Interesting to see a return to some sixties-era scientific exploration with one going low and one going incredibly, incredibly high.
James Cameron took Deepsea Challenger to the literal (littoral?) bottom of the ocean; the Mariana Trench.
This was, as we have all heard, the first time since 1960 Piccard & Walsh in the Bathyscape Trieste dove there. Sure there were some differences; Cameron filmed it all in HD whereas Piccard and Walsh barely saw their own wake and a couple of flounders, but this was the first human presence that deep in forty years.
At the other end of the planet, quite literally, Felix Baumgartner is trying to break Joseph Kittinger's parachute jump from the edge of space, some 20 miles up. Kittinger's original jump was also in 1960.
Baumgartner has already jumped from 21 kms, or a half-marathon straight up, in what was the third highest parachute jump ever and, in keeping with the tone of this blogpost, the first in 40 years. Of course, like Cameron, he's going to film the whole thing in HD.
Why now?
Shortly after there achievements the space-race went into top gear. As Tom Wolfe argues in The Right Stuff, as soon as people, well men, started to be launched into space, all the old height and speed records became superfluous. Even the guys flying the X15 into actual space were relegated to having just flown really high and really fast. It's not like they sat on top of a rocket or anything.

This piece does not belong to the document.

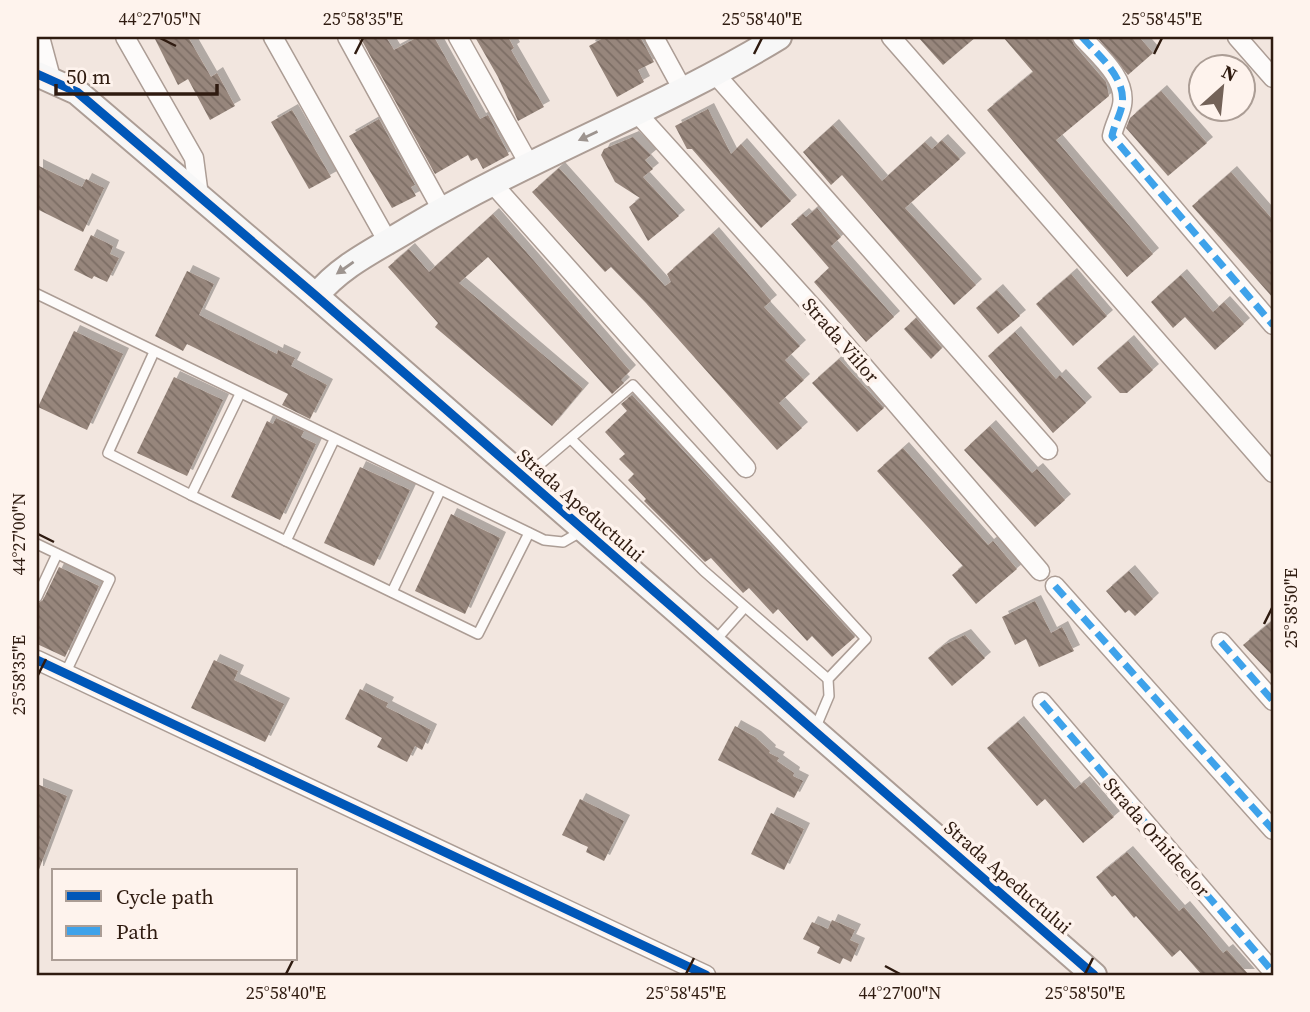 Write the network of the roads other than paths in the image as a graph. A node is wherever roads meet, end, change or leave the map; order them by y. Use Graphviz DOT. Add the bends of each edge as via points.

Maybe we, in the broadest sense of humanity and the scientific community, have gone as far with space as can be gone for now. Maybe one can even detect a sense in these recent achievements a backlash to the virtual world we all live in to a greater or lesser extent. In our daily lives we can, and we do, interact with people without ever meeting them face-to-face. The great scientific discoveries of the age appear to be computer-enhanced Hubble images or inference: if we see a wobble in a star's rotation there must be a planet there. The one thing that unites both Cameron and Baumgartner, going to opposite ends of the planet, is a been-there-done-that attitude. They went there, in person, touched the void, and brought something back. Pure human experience, no extrapolation required. Veni, vidi, vici indeed.
What next can be resurrected from the golden age of sixties exploration? A moon-base perhaps? Please let it be a moon-base!